Liputan6.com, Jakarta - Perusahaan Umum Badan Urusan Logistik (Bulog) belum bisa mengimpor 100.000 ton bawang putih untuk memenuhi kebutuhan menjelang Ramadan. Direktur Utama Bulog Budi Waseso mengungkapkan pelaksanaan impor tertunda karena belum mendapatkan restu dari seorang menteri.

Budi Waseso menjelaskan, sebenarnya Kementerian Koordinator Bidang Perekonomian sudah memutuskan untuk menugaskan Perum Bulog mengimpor 100.000 ton bawang putih karena kebutuhan pasokan di pasaran.

Menurut Budi Waseso, semua harga komoditas pangan menjelang Bulan Ramadan, sudah stabil karena stok dan pasokan melimpah, seperti beras. Namun terdapat satu komoditas pangan yang harganya masih fluktuatif dan pasokannya memang terhambat, yakni bawang putih.

"Bulog diperintahkan menyediakan stok bawang putih dan itu sudah diputuskan di Rapat Koordinasi dipimpin Menko Perekonomian, tetapi ada salah satu menteri yang cara berpikirnya berbeda," ungkapnya seperti dikutip dari Antara, Minggu (28/4/2019).

Buwas, sapaan akrab Budi Waseso mengatakan akhirnya keputusan untuk impor bawang putih hingga hari ini belum bisa dilaksanakan. Hal itu juga, kata dia, yang membuat harga bawang putih di pasaran melejit pasalnya permintaan membludak sedangkan pasokan tidak memadai.

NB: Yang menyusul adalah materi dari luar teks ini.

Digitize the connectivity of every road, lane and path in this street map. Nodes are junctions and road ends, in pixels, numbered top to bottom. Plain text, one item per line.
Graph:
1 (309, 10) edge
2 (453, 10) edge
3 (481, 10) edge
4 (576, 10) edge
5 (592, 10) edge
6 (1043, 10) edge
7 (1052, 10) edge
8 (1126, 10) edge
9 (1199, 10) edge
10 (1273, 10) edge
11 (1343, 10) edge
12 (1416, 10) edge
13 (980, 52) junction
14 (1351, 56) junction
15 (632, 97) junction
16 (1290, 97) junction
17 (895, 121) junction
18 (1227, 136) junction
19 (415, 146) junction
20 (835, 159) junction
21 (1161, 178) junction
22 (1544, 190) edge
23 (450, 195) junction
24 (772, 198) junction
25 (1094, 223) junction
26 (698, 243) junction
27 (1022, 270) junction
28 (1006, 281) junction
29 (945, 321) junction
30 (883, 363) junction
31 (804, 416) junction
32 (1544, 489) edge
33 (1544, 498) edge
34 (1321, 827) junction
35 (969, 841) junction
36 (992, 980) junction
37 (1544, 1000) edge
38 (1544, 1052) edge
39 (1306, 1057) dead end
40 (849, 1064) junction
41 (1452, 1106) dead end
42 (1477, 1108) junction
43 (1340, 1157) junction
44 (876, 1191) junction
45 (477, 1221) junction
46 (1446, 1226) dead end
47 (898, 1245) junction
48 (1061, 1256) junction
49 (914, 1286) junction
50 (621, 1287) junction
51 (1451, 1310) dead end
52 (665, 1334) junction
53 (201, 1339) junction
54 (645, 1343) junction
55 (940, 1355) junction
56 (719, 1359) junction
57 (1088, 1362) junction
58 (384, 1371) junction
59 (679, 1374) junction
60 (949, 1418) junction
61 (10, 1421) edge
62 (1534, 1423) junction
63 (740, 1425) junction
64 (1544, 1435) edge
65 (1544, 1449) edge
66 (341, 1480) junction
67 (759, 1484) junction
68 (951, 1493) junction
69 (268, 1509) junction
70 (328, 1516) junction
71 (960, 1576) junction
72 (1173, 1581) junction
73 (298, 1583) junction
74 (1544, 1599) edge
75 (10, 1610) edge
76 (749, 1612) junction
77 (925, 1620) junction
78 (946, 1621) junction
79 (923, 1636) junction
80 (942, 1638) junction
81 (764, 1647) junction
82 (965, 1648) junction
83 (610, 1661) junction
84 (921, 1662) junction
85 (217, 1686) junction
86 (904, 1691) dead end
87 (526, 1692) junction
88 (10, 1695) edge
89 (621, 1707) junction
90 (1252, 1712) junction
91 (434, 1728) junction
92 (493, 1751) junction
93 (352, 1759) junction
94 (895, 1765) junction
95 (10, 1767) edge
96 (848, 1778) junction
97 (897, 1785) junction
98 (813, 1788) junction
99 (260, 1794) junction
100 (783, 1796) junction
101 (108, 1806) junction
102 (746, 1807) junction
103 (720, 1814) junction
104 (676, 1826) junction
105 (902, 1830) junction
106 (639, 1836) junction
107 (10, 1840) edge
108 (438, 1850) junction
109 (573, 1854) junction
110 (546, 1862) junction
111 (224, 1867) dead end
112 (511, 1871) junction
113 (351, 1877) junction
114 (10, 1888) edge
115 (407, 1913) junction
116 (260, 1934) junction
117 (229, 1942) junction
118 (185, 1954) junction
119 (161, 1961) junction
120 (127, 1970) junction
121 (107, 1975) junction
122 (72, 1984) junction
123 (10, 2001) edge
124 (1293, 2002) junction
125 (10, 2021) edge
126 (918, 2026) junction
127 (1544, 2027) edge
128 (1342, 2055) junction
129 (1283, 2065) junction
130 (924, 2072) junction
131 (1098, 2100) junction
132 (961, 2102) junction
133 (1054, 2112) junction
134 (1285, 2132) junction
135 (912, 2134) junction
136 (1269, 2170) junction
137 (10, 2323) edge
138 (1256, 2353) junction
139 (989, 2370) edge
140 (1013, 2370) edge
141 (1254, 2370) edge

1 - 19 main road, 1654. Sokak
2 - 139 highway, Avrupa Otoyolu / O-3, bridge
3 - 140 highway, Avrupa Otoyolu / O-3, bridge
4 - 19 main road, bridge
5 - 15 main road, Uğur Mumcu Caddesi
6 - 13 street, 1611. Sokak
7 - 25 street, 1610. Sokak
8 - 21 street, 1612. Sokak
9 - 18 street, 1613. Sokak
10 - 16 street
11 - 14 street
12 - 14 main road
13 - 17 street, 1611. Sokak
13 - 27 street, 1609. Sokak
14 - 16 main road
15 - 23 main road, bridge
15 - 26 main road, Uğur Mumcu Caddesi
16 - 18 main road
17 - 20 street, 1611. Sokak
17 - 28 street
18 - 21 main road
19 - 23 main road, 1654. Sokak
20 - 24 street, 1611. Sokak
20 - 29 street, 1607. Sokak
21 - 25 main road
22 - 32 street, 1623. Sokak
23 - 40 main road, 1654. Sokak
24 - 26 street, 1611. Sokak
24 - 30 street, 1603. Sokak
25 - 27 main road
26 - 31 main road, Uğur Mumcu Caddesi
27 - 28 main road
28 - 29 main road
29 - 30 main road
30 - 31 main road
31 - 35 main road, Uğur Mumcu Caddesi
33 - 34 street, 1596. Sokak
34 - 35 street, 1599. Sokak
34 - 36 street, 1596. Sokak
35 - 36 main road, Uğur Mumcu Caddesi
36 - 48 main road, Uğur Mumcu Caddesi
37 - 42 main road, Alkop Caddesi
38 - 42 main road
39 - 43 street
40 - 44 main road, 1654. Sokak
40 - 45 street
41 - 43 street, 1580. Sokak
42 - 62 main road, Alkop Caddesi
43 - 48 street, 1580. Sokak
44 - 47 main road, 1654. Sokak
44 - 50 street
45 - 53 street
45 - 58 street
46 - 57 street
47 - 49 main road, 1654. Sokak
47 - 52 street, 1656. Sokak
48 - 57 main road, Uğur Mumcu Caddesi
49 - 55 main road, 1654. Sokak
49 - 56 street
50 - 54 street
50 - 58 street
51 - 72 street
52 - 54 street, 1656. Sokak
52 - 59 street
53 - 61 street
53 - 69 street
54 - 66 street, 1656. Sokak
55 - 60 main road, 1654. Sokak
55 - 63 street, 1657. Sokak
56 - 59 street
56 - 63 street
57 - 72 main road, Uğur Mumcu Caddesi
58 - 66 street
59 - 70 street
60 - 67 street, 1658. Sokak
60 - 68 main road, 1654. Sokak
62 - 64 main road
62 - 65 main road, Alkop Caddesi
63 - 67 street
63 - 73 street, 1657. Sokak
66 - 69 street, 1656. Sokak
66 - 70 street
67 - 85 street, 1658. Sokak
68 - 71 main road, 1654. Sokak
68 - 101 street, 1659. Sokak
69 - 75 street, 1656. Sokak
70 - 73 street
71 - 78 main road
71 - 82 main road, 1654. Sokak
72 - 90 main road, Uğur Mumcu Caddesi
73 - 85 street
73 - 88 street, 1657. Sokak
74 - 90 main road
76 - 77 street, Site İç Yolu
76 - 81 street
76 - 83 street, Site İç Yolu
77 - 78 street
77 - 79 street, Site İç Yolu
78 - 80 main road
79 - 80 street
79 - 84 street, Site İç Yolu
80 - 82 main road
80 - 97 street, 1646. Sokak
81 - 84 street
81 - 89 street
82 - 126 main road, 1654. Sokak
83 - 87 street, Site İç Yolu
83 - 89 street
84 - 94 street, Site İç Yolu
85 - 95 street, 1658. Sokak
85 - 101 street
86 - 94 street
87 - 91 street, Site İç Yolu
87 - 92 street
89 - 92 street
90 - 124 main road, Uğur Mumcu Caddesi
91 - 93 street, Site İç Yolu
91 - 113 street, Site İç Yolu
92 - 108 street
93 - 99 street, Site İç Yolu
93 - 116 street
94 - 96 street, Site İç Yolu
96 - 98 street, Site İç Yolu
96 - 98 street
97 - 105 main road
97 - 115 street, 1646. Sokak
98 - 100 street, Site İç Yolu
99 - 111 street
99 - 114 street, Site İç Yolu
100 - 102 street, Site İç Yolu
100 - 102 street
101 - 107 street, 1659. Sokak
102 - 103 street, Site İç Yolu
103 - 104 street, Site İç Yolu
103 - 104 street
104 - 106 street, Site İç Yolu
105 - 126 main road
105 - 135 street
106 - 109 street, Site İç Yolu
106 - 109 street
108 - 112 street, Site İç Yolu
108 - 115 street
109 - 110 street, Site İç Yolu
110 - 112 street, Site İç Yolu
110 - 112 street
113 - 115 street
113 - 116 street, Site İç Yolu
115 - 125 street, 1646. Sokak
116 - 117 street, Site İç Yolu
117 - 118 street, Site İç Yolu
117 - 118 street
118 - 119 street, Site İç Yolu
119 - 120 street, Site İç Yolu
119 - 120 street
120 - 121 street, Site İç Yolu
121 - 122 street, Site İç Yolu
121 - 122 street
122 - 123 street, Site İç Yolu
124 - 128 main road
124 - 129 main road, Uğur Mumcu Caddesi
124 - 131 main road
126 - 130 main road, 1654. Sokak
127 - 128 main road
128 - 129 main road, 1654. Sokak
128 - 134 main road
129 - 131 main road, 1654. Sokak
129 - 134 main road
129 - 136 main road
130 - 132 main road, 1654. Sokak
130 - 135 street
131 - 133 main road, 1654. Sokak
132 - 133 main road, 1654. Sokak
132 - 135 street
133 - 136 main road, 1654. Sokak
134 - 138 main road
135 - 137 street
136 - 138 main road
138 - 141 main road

"Perintah kan sudah ada tetapi dibatalkan sepihak ya tanya yang membatalkan," ujar dia tanpa menyebut identitas menteri tersebut.

Harga bawang putih di pasaran saat ini sudah mencapai Rp 60.000 per kilogram (Kg). Padahal, ujar Buwas, normalnya hanya Rp25.000 per Kg.

"Saya tidak tahu karena apa bisa batal. Sampai hari ini kasihan kan masyarakat, akibatnya jadi seperti itu. Sekarang ancamannya harga bawang putih meningkat dan itu yang memicu inflasi karena kebutuhan bawang putih," jelasnya.

Jika izin tersebut terbit segera diterbitkan, Buwas berjanji akan segera mengeksekusinya. Dia juga akan menjual dengan harga standar dan tidak mencari keuntungan lebih karena ini adalah penugasan bukan tujuan komersial.

"Kita kan untuk penugasan sehingga masyarakat mendapatkan harga dan kualitas baik bawang putih dengan harga murah," tandasnya. 

Saksikan Video Pilihan di Bawah Ini:

Indonesia Memang Harus Impor Bawang Putih

Ilustrasi Bawang Putih
Bawang putih. (iStockphoto)

Ketua Umum Gabungan Pengusaha Makanan dan Minuman Seluruh Indonesia (Gapmmi), Adhi S Lukman turut menanggapi harga bawang putih yang melonjak di pasaran.

"Bawang putih itu mau enggak mau harus impor, 90 persen ini impor. Pemerintah akan panggil dan sinkronkan, kalau stok ada dalam negeri itu akan kami pakai dulu. Ini kami harapkan cepat, kalau tidak nanti akan ada kekurangan," kata dia, di sela-sela acara Indonesia Industrial Summit 2019 di ICE, BSD, Tangerang Selatan, Banten, Selasa (16/4/2019).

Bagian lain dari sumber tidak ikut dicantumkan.